如果 index 小於 1 ,則程式要輸出 "Before Grade 1"
。
如何測試你的程式碼
試著用以下的文字來測試你的程式,
確認你有看到指定的閱讀年級。小心只有複製文字,不要複製到額外的空白。
- One fish. Two fish. Red fish. Blue fish. (Before Grade 1)
- Would you like them here or there? I would not like them here or there. I would not like them anywhere. (Grade 2) Congratulations! Today is your day. You're off to Great Places! You're off and away! (Grade 3)
- Harry Potter was a highly unusual boy in many ways. For one thing, he hated the summer holidays more than any other time of year. For another, he really wanted to do his homework, but was forced to do it in secret, in the dead of the night. And he also happened to be a wizard. (Grade 5)
- In my younger and more vulnerable years my father gave me some advice that I've been turning over in my mind ever since. (Grade 7)

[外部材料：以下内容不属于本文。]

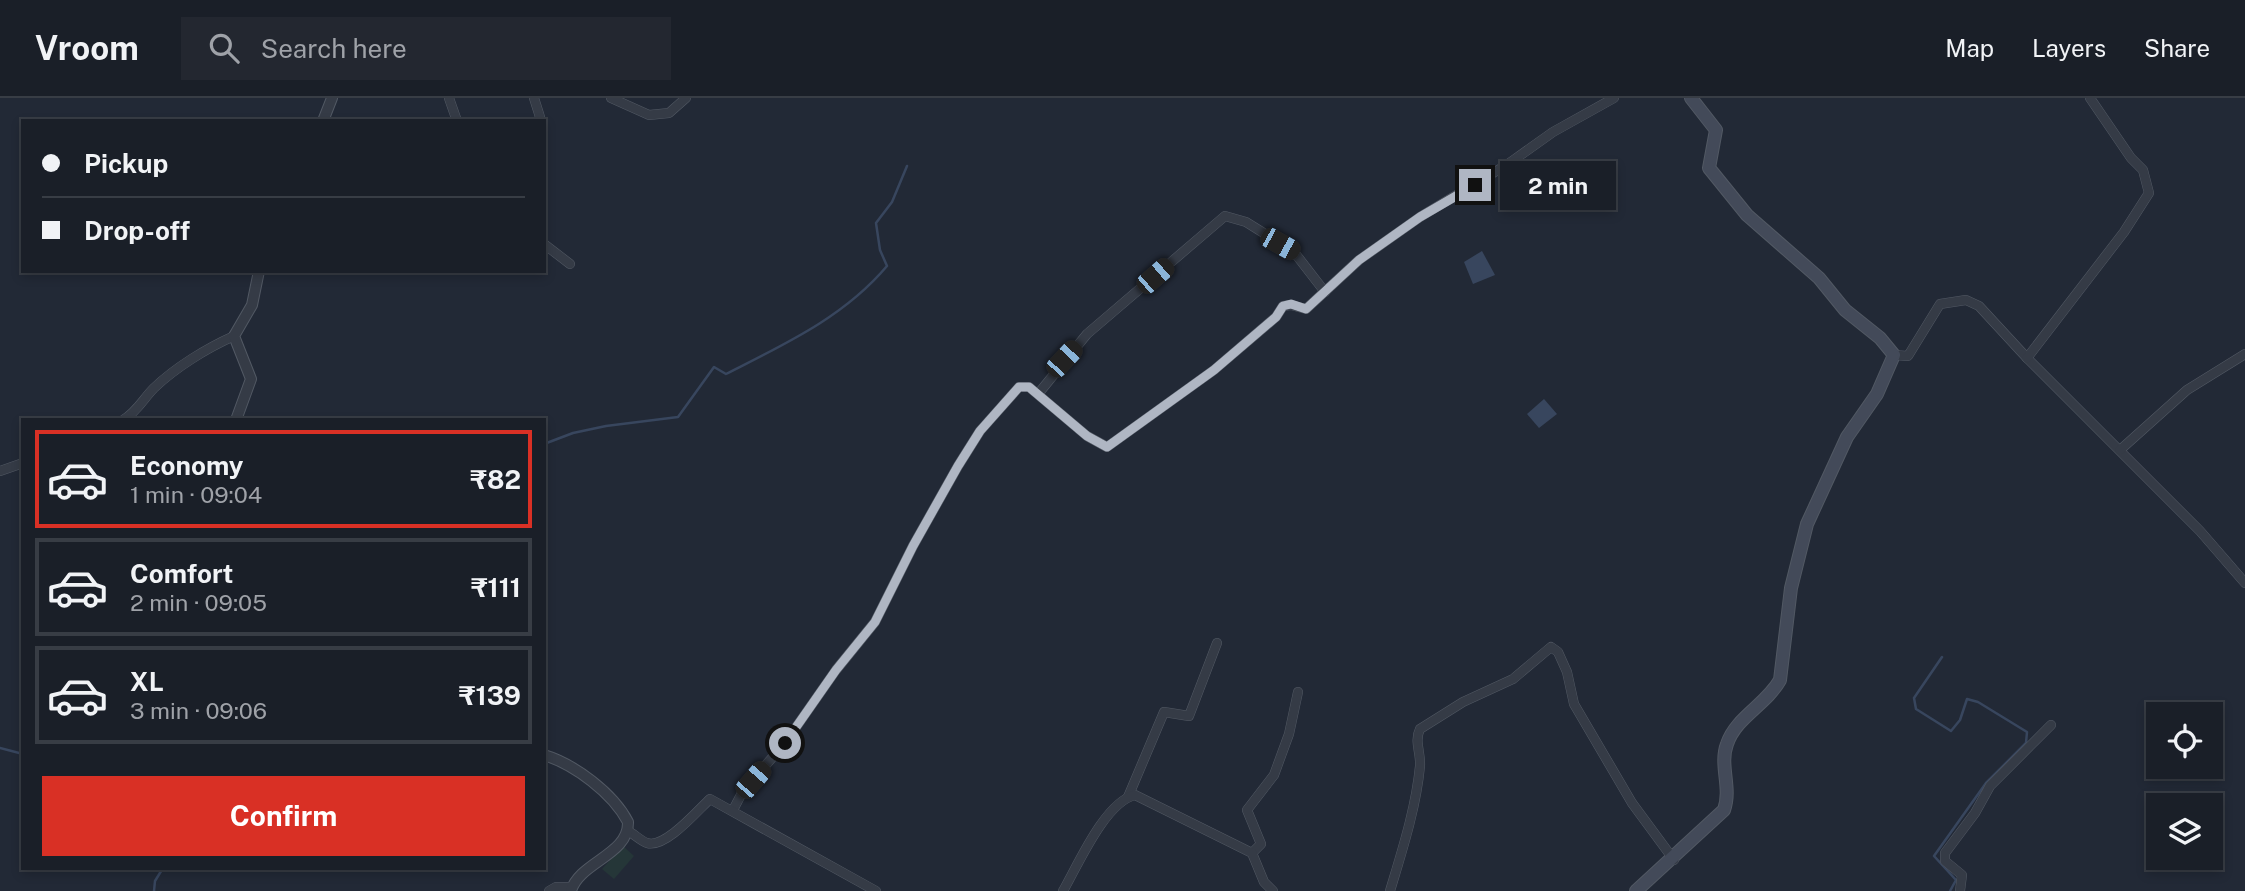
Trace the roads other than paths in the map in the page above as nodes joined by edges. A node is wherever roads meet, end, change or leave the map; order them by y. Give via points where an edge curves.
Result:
1 (332, 98) edge
2 (449, 98) edge
3 (534, 98) edge
4 (611, 98) edge
5 (686, 98) edge
6 (1614, 98) edge
7 (1691, 98) edge
8 (2090, 98) edge
9 (324, 119) edge
10 (456, 119) edge
11 (539, 119) edge
12 (546, 246) edge
13 (570, 264) dead end
14 (260, 273) edge
15 (1325, 292) junction
16 (234, 336) junction
17 (2245, 354) edge
18 (1894, 355) junction
19 (2027, 358) junction
20 (1038, 394) junction
21 (126, 418) edge
22 (237, 418) edge
23 (2120, 450) junction
24 (21, 464) edge
25 (0, 471) edge
26 (2245, 583) edge
27 (1217, 643) dead end
28 (1298, 692) dead end
29 (2051, 725) dead end
30 (546, 756) edge
31 (1128, 797) junction
32 (733, 810) junction
33 (628, 831) junction
34 (1252, 853) junction
35 (1674, 860) junction
36 (571, 889) edge
37 (549, 891) edge
38 (876, 891) edge
39 (1063, 891) edge
40 (1273, 891) edge
41 (1390, 891) edge
42 (1636, 891) edge
43 (1960, 891) edge

1 - 9 street
2 - 10 street
3 - 11 street
4 - 5 street via 649,115 669,113
6 - 15 street via 1420,217 1359,260
7 - 18 main road via 1716,130 1709,168 1747,215 1819,278 1845,310 1881,338
8 - 19 street via 2143,170 2149,193
12 - 13 street
14 - 16 street via 253,305
15 - 20 street via 1306,309 1283,306 1214,370 1107,447
15 - 20 street via 1294,252 1247,222 1225,216 1087,334
16 - 21 street via 202,351 153,389
16 - 22 street via 251,379
17 - 23 street via 2187,390
18 - 19 street via 1908,356 1940,304 1955,300 1979,306
18 - 35 main road via 1877,394 1847,437 1807,524 1791,587 1780,680 1734,729 1726,746 1729,794 1724,810
19 - 23 street
20 - 32 street via 1019,387 980,431 875,622
23 - 26 street
24 - 25 street
27 - 31 street via 1189,716 1164,712
28 - 34 street via 1274,775 1247,810 1261,844
29 - 43 street via 1990,786 1945,853 1945,861 1962,875
30 - 33 street via 558,759 612,801 625,816
31 - 34 street via 1148,800
31 - 39 street via 1097,831
32 - 33 street via 710,799 655,844
32 - 38 street
33 - 36 street
34 - 40 street via 1264,882
35 - 41 street via 1632,803 1574,704 1567,672 1551,647 1513,679 1420,729 1416,742 1418,786
35 - 42 main road
36 - 37 street

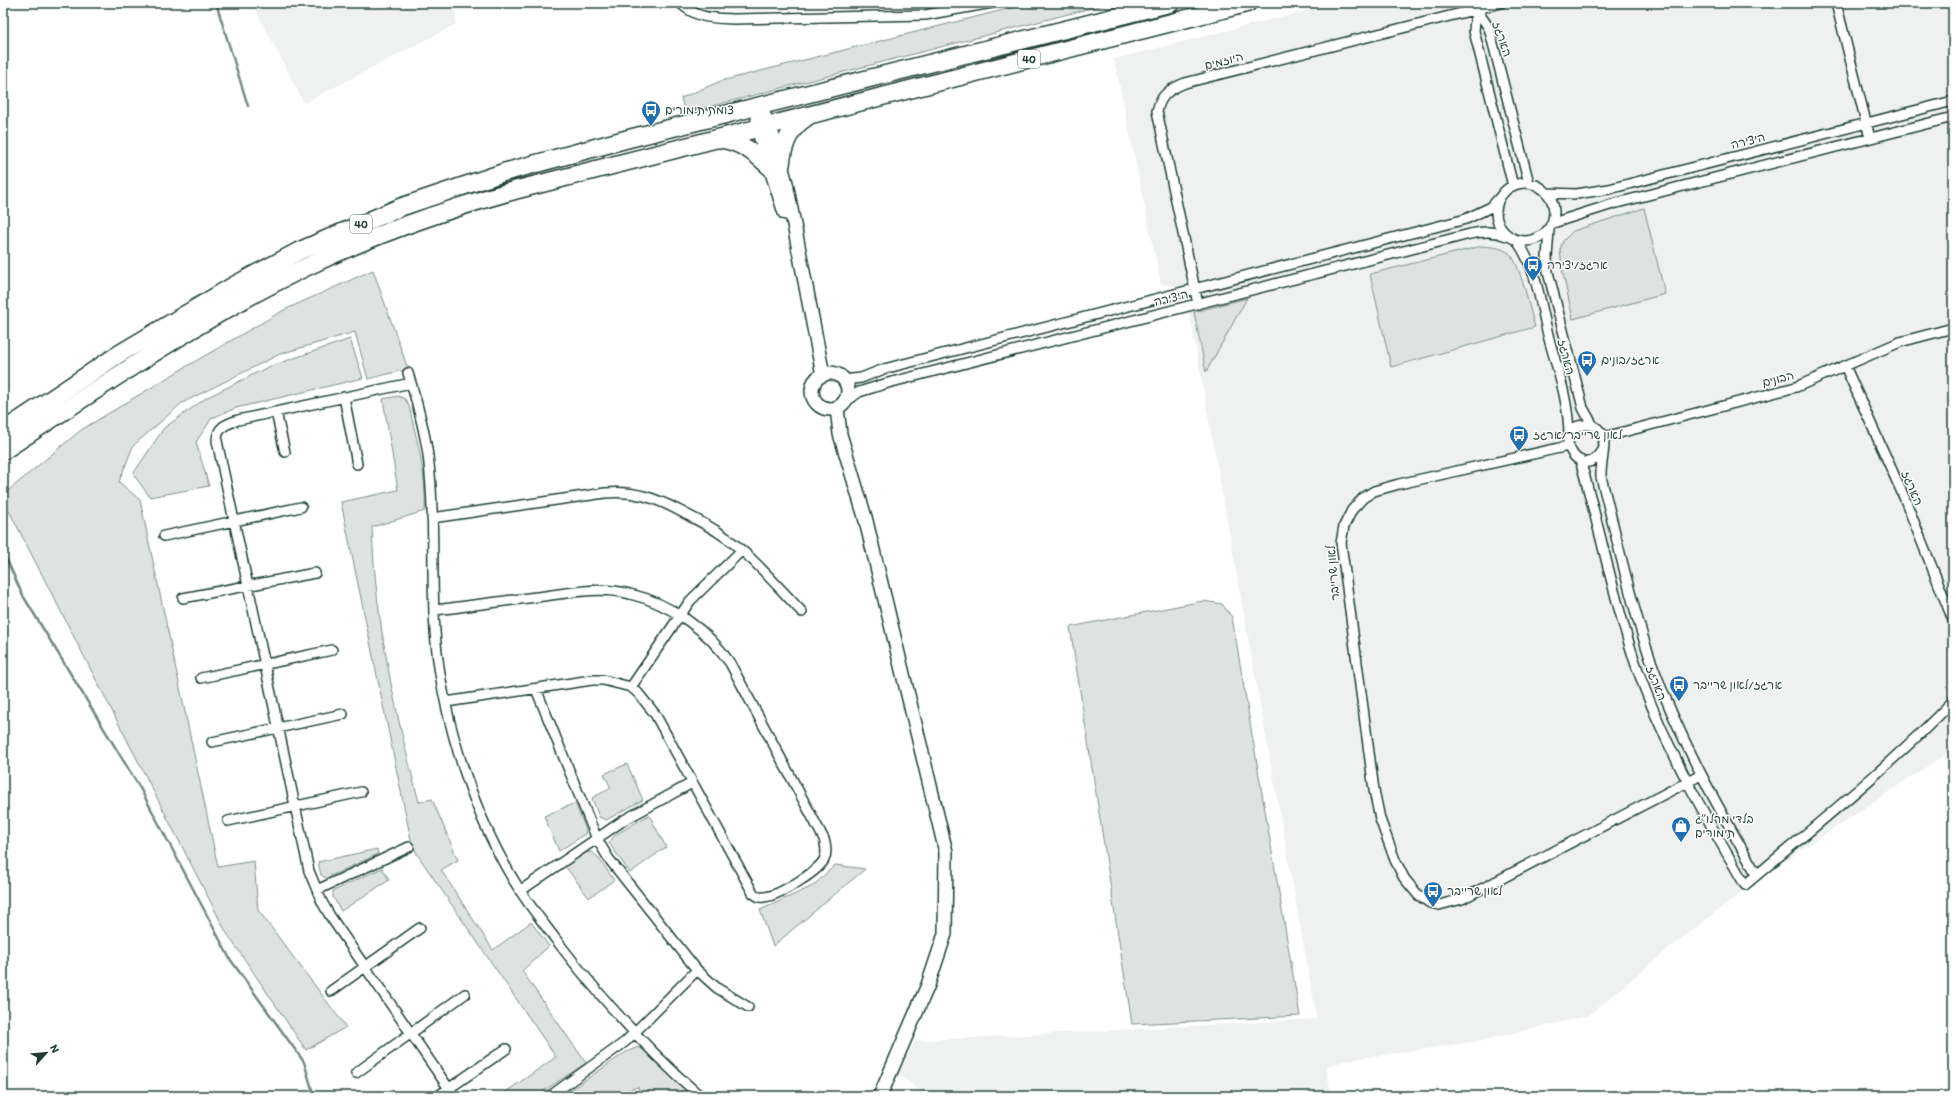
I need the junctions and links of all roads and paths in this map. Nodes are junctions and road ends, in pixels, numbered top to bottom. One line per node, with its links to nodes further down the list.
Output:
1 (680, 3): 2 (street)
2 (992, 3)
3 (1170, 3): 9 (highway, 40)
4 (1248, 3): 10 (highway, 40)
5 (1501, 3): 7 (street, היוזמים)
6 (1836, 3): 12 (street)
7 (1476, 9): 17 (street, הארגז); 18 (street, הארגז); 24 (street, היוזמים)
8 (1953, 101): 12 (street, היצירה)
9 (758, 107): 13 (street); 36 (highway, 40)
10 (810, 115): 13 (highway, 40); 16 (highway)
11 (1953, 117): 14 (street)
12 (1866, 123): 14 (street); 19 (street, היצירה)
13 (764, 127): 15 (highway, 40); 16 (street)
14 (1870, 138): 21 (street)
15 (716, 139): 16 (highway); 41 (highway, 40)
16 (776, 166): 29 (street)
17 (1530, 183): 18 (street); 19 (street)
18 (1513, 186): 20 (street)
19 (1547, 193): 21 (street)
20 (1501, 196): 22 (street); 24 (street, היצירה)
21 (1551, 227): 23 (street); 35 (street, הארגז)
22 (1508, 236): 23 (street); 25 (street, היצירה)
23 (1517, 241): 37 (street, הארגז)
24 (1195, 289): 25 (street, היוזמים); 30 (street, היצירה)
25 (1198, 304): 33 (street, היצירה)
26 (1953, 328): 27 (street, הבונים)
27 (1845, 366): 38 (street, הבונים); 56 (street, הארגז)
28 (408, 373): 31 (street)
29 (823, 375): 30 (street); 33 (street)
30 (844, 380): 33 (street)
31 (411, 383): 32 (street); 46 (street)
32 (344, 397): 34 (street); 44 (street)
33 (836, 407): 92 (street)
34 (276, 412): 42 (street); 47 (street)
35 (1593, 426): 37 (street); 38 (street)
36 (3, 431)
37 (1569, 436): 39 (street)
38 (1604, 437): 40 (street)
39 (1568, 446): 43 (street); 68 (street, לאון שרייבר)
40 (1603, 450): 43 (street); 67 (street, הארגז)
41 (3, 451)
42 (285, 452)
43 (1580, 460): 68 (street, הארגז)
44 (357, 464)
45 (301, 507): 47 (street)
46 (432, 518): 49 (street); 53 (street)
47 (234, 521): 48 (street); 51 (street)
48 (164, 536)
49 (742, 551): 54 (street); 55 (street)
50 (315, 573): 51 (street)
51 (248, 586): 52 (street); 58 (street)
52 (183, 598)
53 (435, 610): 55 (street); 63 (street)
54 (802, 612)
55 (679, 616): 60 (street); 69 (street)
56 (1953, 620)
57 (332, 650): 58 (street)
58 (264, 664): 59 (street); 65 (street)
59 (201, 678)
60 (631, 687): 61 (street); 69 (street)
61 (536, 689): 63 (street); 73 (street)
62 (1953, 701): 75 (street, הארגז)
63 (446, 702): 77 (street)
64 (343, 714): 65 (street)
65 (278, 728): 66 (street); 71 (street)
66 (212, 742)
67 (1701, 774): 68 (street, לאון שרייבר); 75 (street, הארגז)
68 (1687, 782): 75 (street, הארגז)
69 (692, 783): 73 (street)
70 (361, 792): 71 (street)
71 (295, 806): 72 (street); 76 (street)
72 (228, 821)
73 (596, 839): 77 (street); 80 (street)
74 (409, 847): 76 (street)
75 (1757, 875)
76 (317, 890): 79 (street)
77 (520, 891): 84 (street)
78 (420, 928): 79 (street)
79 (365, 967): 81 (street); 85 (street)
80 (697, 970): 83 (street); 84 (street)
81 (331, 991)
82 (465, 994): 85 (street)
83 (748, 1007)
84 (635, 1033): 90 (street); 91 (street)
85 (411, 1034): 87 (street); 88 (street)
86 (506, 1049): 88 (street)
87 (356, 1073)
88 (452, 1092): 89 (street)
89 (438, 1096)
90 (550, 1096)
91 (700, 1096)
92 (880, 1096)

- Alice was beginning to get very tired of sitting by her sister on the bank, and of having nothing to do: once or twice she had peeped into the book her sister was reading, but it had no pictures or conversations in it, "and what is the use of a book," thought Alice "without pictures or conversation?" (Grade 8)
- When he was nearly thirteen, my brother Jem got his arm badly broken at the elbow. When it healed, and Jem's fears of never being able to play football were assuaged, he was seldom self-conscious about his injury. His left arm was somewhat shorter than his right; when he stood or walked, the back of his hand was at right angles to his body, his thumb parallel to his thigh. (Grade 8)
- There are more things in Heaven and Earth, Horatio, than are dreamt of in your philosophy. (Grade 9)
- It was a bright cold day in April, and the clocks were striking thirteen. Winston Smith, his chin nuzzled into his breast in an effort to escape the vile wind, slipped quickly through the glass doors of Victory Mansions, though not quickly enough to prevent a swirl of gritty dust from entering along with him. (Grade 10)
- A large class of computational problems involve the determination of properties of graphs, digraphs, integers, arrays of integers, finite families of finite sets, boolean formulas and elements of other countable domains. (Grade 16+)